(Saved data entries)

Segment Open

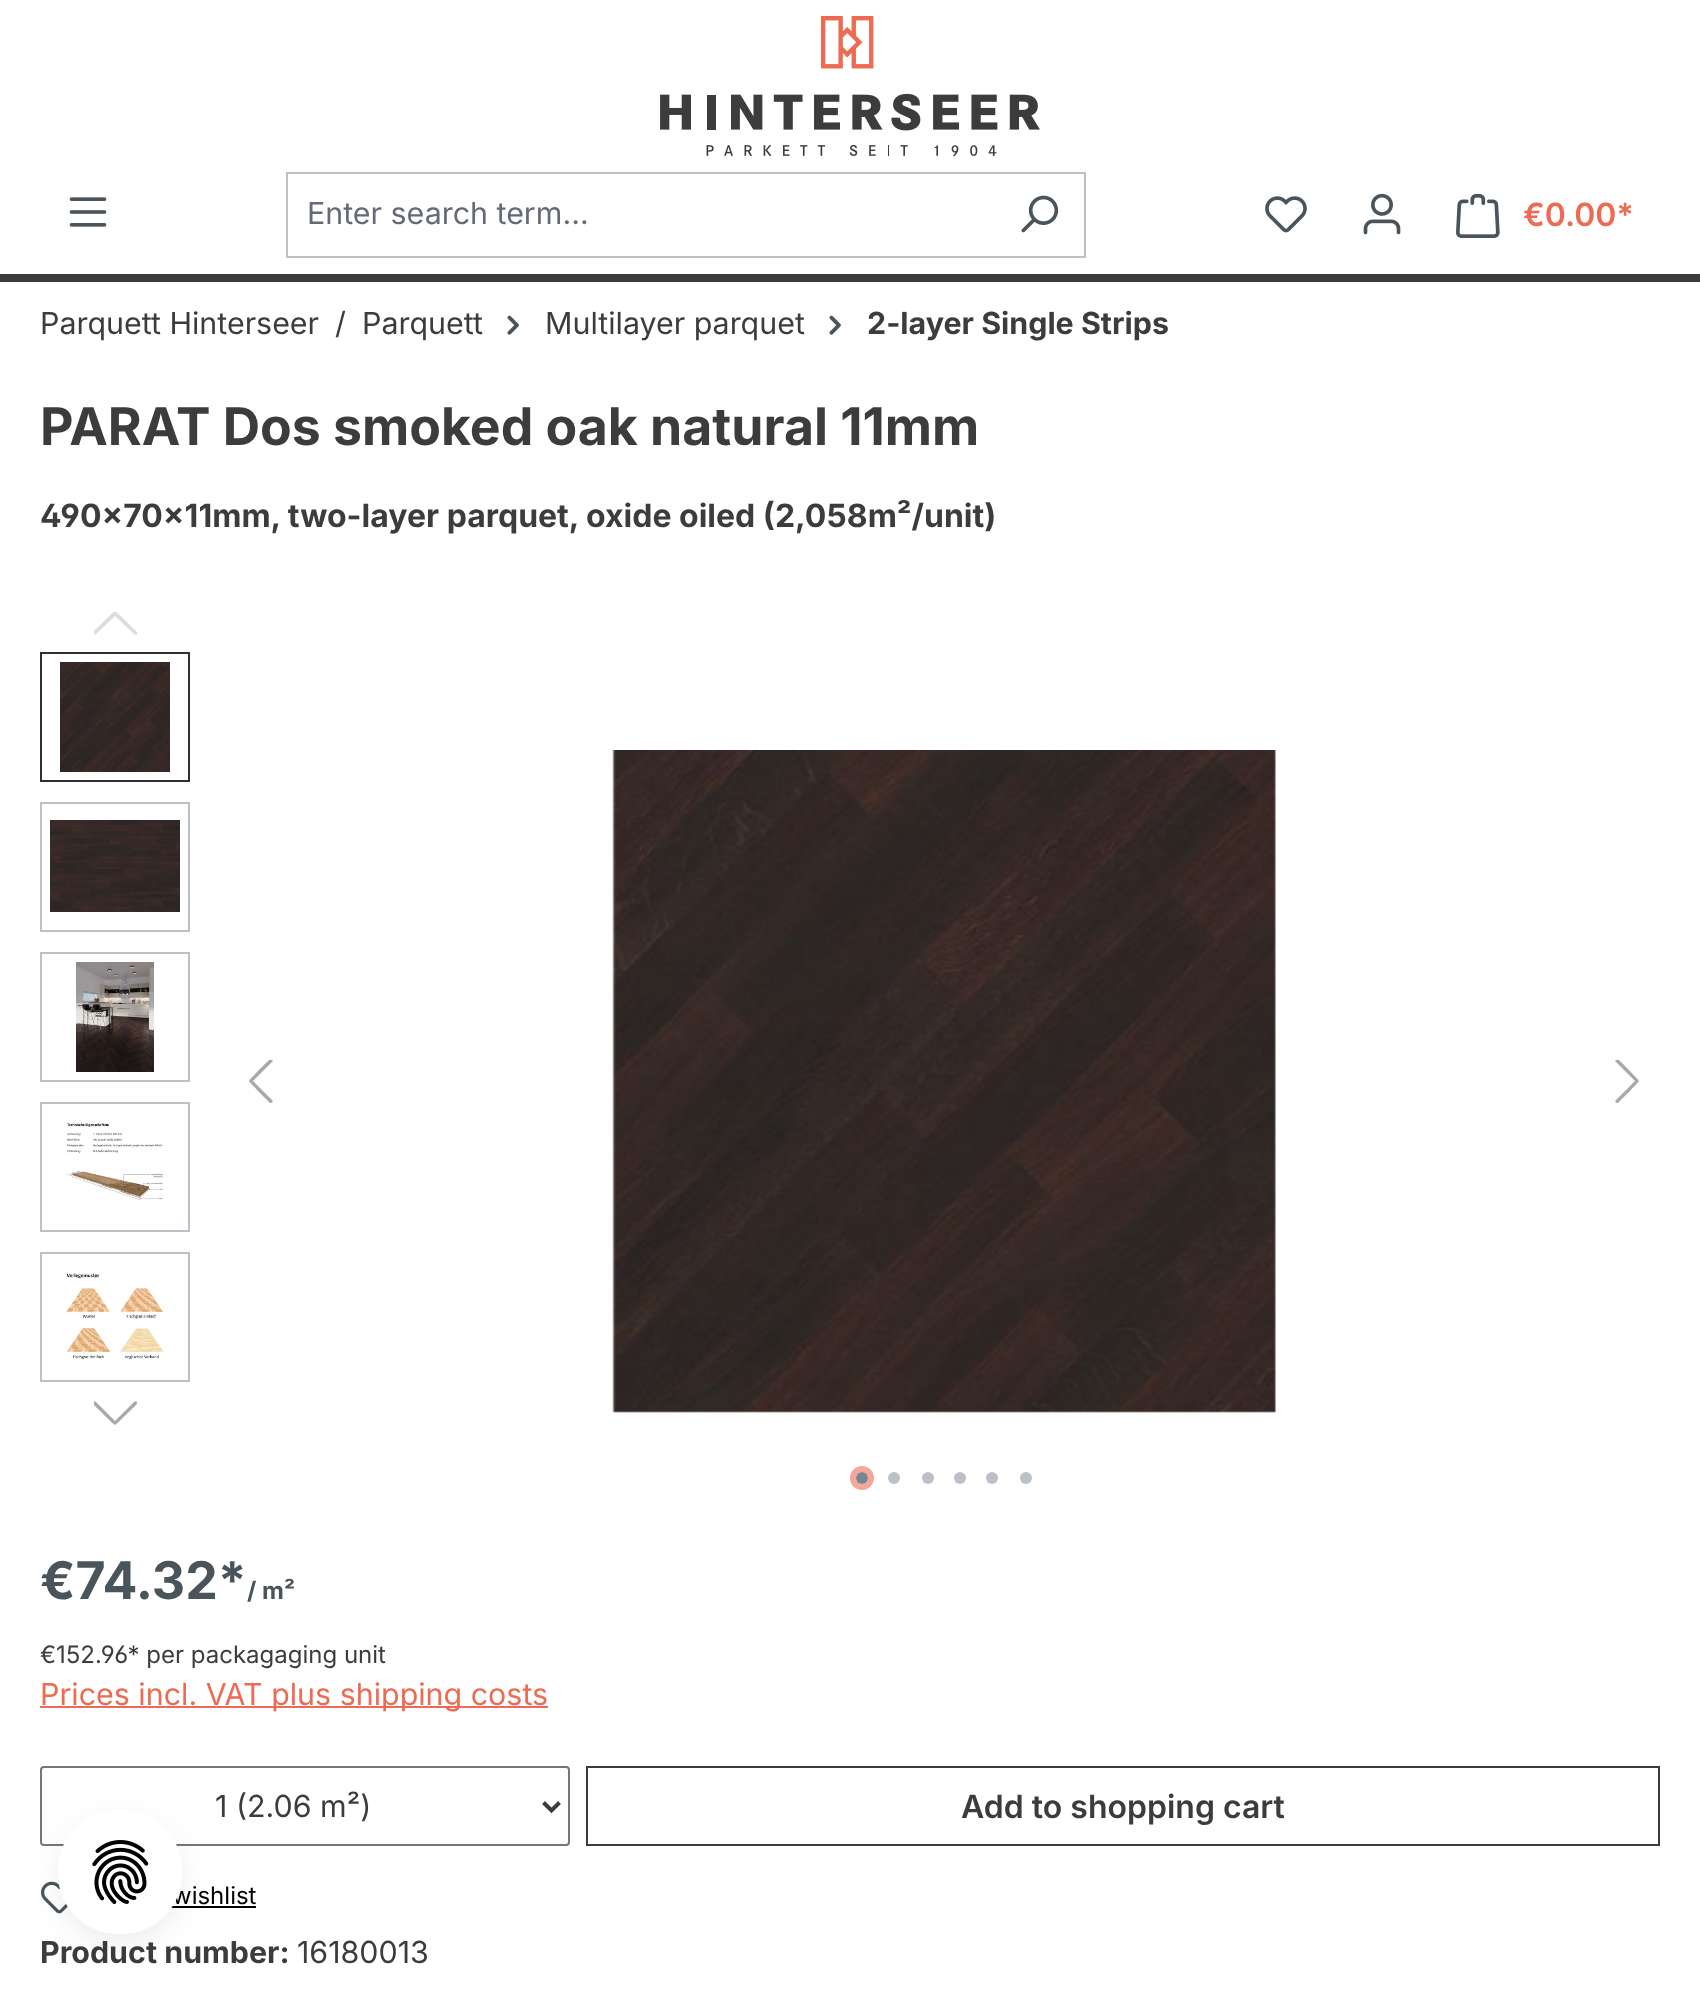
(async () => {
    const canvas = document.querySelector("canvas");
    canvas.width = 1700;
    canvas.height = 1991;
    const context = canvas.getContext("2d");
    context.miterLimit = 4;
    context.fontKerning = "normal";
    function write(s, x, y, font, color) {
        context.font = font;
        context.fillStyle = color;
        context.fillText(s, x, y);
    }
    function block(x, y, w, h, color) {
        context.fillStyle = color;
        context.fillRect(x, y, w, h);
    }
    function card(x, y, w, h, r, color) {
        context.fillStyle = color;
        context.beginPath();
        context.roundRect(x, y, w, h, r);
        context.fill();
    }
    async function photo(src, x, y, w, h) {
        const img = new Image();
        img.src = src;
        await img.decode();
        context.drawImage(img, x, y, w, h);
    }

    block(0, 0, 1700, 1991, "rgb(255, 255, 255)");
    block(0, 274, 1700, 8, "rgb(60, 60, 59)");
    await photo("media/1.png", 660, 16, 380, 140);
    await photo("media/2.png", 69, 197, 38, 30);
    block(286, 172, 800, 2, "rgb(188, 193, 199)");
    block(286, 256, 708, 2, "rgb(188, 193, 199)");
    block(286, 172, 2, 86, "rgb(188, 193, 199)");
    write("Enter search term...", 307, 224, "30.4px Inter", "rgb(102, 105, 119)");
    block(1084, 172, 2, 86, "rgb(188, 193, 199)");
    block(992, 256, 94, 2, "rgb(188, 193, 199)");
    await photo("media/3.png", 1021, 195, 38, 38);
    await photo("media/4.png", 1265, 196, 42, 37);
    await photo("media/5.png", 1363, 193, 38, 42);
    await photo("media/6.png", 1456, 194, 44, 44);
    write("€0.00*", 1523, 226, "600 32px Inter", "rgb(237, 106, 83)");
    write("Parquett Hinterseer", 40, 334, "30.4px Inter", "rgb(60, 60, 59)");
    write("/", 335, 334, "30.4px Inter", "rgb(60, 60, 59)");
    write("Parquett", 362, 334, "30.4px Inter", "rgb(60, 60, 59)");
    await photo("media/7.png", 507, 315, 12, 20);
    write("Multilayer parquet", 545, 334, "30.4px Inter", "rgb(60, 60, 59)");
    await photo("media/7.png", 829, 315, 12, 20);
    write("2-layer Single Strips", 867, 334, "bold 30.4px Inter", "rgb(60, 60, 59)");
    write("PARAT Dos smoked oak natural 11mm", 40, 445, "bold 51.75px Inter", "rgb(60, 60, 59)");
    write("490x70x11mm, two-layer parquet,", 40, 527, "bold 32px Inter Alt", "rgb(60, 60, 59)");
    write("oxide oiled (2,058m²/unit)", 586, 527, "bold 32px Inter", "rgb(60, 60, 59)");
    context.save();
    context.beginPath();
    context.rect(94, 612, 44, 34);
    context.clip();
    context.fillStyle = "rgb(219, 221, 222)";
    context.beginPath();
    context.moveTo(115, 616);
    context.lineTo(134, 634);
    context.bezierCurveTo(135, 635, 137, 635, 137, 634);
    context.lineTo(137, 632);
    context.bezierCurveTo(135, 630, 116, 611, 115, 611);
    context.bezierCurveTo(114, 611, 95, 630, 93, 632);
    context.lineTo(93, 634);
    context.bezierCurveTo(93, 635, 95, 635, 96, 634);
    context.closePath();
    context.fill("evenodd");
    context.restore();
    context.save();
    context.beginPath();
    context.rect(94, 1392, 44, 44);
    context.clip();
    context.fillStyle = "rgb(165, 170, 173)";
    context.beginPath();
    context.moveTo(115, 1421);
    context.lineTo(134, 1402);
    context.bezierCurveTo(135, 1401, 137, 1401, 137, 1403);
    context.lineTo(137, 1404);
    context.bezierCurveTo(135, 1406, 116, 1425, 115, 1425);
    context.bezierCurveTo(114, 1425, 95, 1406, 93, 1404);
    context.lineTo(93, 1403);
    context.bezierCurveTo(93, 1401, 95, 1401, 96, 1402);
    context.closePath();
    context.fill("evenodd");
    context.restore();
    context.strokeStyle = "rgb(48, 48, 48)";
    context.lineWidth = 2;
    context.strokeRect(41, 653, 148, 128);
    await photo("media/8.png", 60, 662, 110, 110);
    context.strokeStyle = "rgb(188, 193, 199)";
    context.strokeRect(41, 803, 148, 128);
    await photo("media/9.png", 50, 820, 130, 92);
    context.strokeRect(41, 953, 148, 128);
    await photo("media/10.png", 76, 962, 78, 110);
    context.strokeRect(41, 1103, 148, 128);
    await photo("media/11.png", 67, 1123, 96, 78);
    context.strokeRect(41, 1253, 148, 128);
    await photo("media/12.png", 65, 1273, 99, 87);
    await photo("media/13.png", 612, 750, 664, 663);
    context.save();
    context.beginPath();
    context.rect(238, 1060, 44, 44);
    context.clip();
    context.fillStyle = "rgb(165, 170, 173)";
    context.beginPath();
    context.moveTo(253, 1081);
    context.lineTo(272, 1100);
    context.bezierCurveTo(273, 1101, 273, 1103, 271, 1103);
    context.lineTo(270, 1103);
    context.bezierCurveTo(268, 1101, 249, 1082, 249, 1081);
    context.bezierCurveTo(249, 1080, 268, 1061, 270, 1059);
    context.lineTo(271, 1059);
    context.bezierCurveTo(273, 1059, 273, 1061, 272, 1062);
    context.closePath();
    context.fill("evenodd");
    context.restore();
    context.save();
    context.beginPath();
    context.rect(1606, 1060, 44, 44);
    context.clip();
    context.fillStyle = "rgb(165, 170, 173)";
    context.beginPath();
    context.moveTo(1635, 1081);
    context.lineTo(1616, 1100);
    context.bezierCurveTo(1615, 1101, 1615, 1103, 1617, 1103);
    context.lineTo(1618, 1103);
    context.bezierCurveTo(1620, 1101, 1639, 1082, 1639, 1081);
    context.bezierCurveTo(1639, 1080, 1620, 1061, 1618, 1059);
    context.lineTo(1617, 1059);
    context.bezierCurveTo(1615, 1059, 1615, 1061, 1616, 1062);
    context.closePath();
    context.fill("evenodd");
    context.restore();
    context.beginPath();
    context.arc(862, 1478, 9, 0, Math.PI * 2);
    context.strokeStyle = "rgb(244, 166, 152)";
    context.lineWidth = 6;
    context.stroke();
    context.fillStyle = "rgb(121, 132, 144)";
    context.beginPath();
    context.arc(862, 1478, 6, 0, Math.PI * 2);
    context.fill();
    context.fillStyle = "rgb(188, 193, 199)";
    context.beginPath();
    context.arc(894, 1478, 6, 0, Math.PI * 2);
    context.fill();
    context.beginPath();
    context.arc(928, 1478, 6, 0, Math.PI * 2);
    context.fill();
    context.beginPath();
    context.arc(960, 1478, 6, 0, Math.PI * 2);
    context.fill();
    context.beginPath();
    context.arc(992, 1478, 6, 0, Math.PI * 2);
    context.fill();
    context.beginPath();
    context.arc(1026, 1478, 6, 0, Math.PI * 2);
    context.fill();
    write("€74.32*", 40, 1599, "bold 51.75px Inter", "rgb(74, 84, 91)");
    write("/ m²", 247, 1599, "bold 24px Inter", "rgb(74, 84, 91)");
    write("€152.96* per packagaging unit", 40, 1663, "24px Inter Alt", "rgb(60, 60, 59)");
    block(40, 1706, 508, 2, "rgb(237, 106, 83)");
    write("Prices incl. VAT plus shipping costs", 40, 1705, "30.4px Inter", "rgb(237, 106, 83)");
    context.beginPath();
    context.roundRect(41, 1767, 528, 78, 3);
    context.strokeStyle = "rgb(118, 118, 118)";
    context.lineWidth = 2;
    context.stroke();
    context.beginPath();
    context.moveTo(543.5, 1802.5);
    context.lineTo(551.5, 1810.5);
    context.lineTo(559.5, 1802.5);
    context.strokeStyle = "rgb(60, 60, 59)";
    context.lineWidth = 4;
    context.stroke();
    write("1 (2.06 m²)", 215, 1817, "30.4px Inter", "rgb(60, 60, 59)");
    context.lineWidth = 2;
    context.strokeRect(587, 1767, 1072, 78);
    write("Add to shopping cart", 961, 1818, "600 32px Inter", "rgb(60, 60, 59)");
    await photo("media/14.png", 41, 1881, 27, 33);
    write("wishlist", 172, 1904, "24px Inter", "rgb(0, 0, 0)");
    block(171, 1906, 85, 2, "rgb(0, 0, 0)");
    write("Product number:", 40, 1963, "bold 30.4px Inter", "rgb(60, 60, 59)");
    write("16180013", 297, 1963, "30.4px Inter", "rgb(60, 60, 59)");
    context.fillStyle = "rgba(0, 0, 0, 0.08)";
    context.filter = "blur(15px)";
    context.beginPath();
    context.roundRect(60, 1822, 120, 120, 60);
    context.fill();
    context.filter = "none";
    card(58, 1810, 124, 124, 60, "rgb(255, 255, 255)");
    await photo("media/15.png", 92, 1840, 57, 64);
})();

Segment Closed

PROBLEM:
Return every line of the records in which the word "roundRect" is found.

EXERCISE OUTPUT:
        context.roundRect(x, y, w, h, r);
    context.roundRect(41, 1767, 528, 78, 3);
    context.roundRect(60, 1822, 120, 120, 60);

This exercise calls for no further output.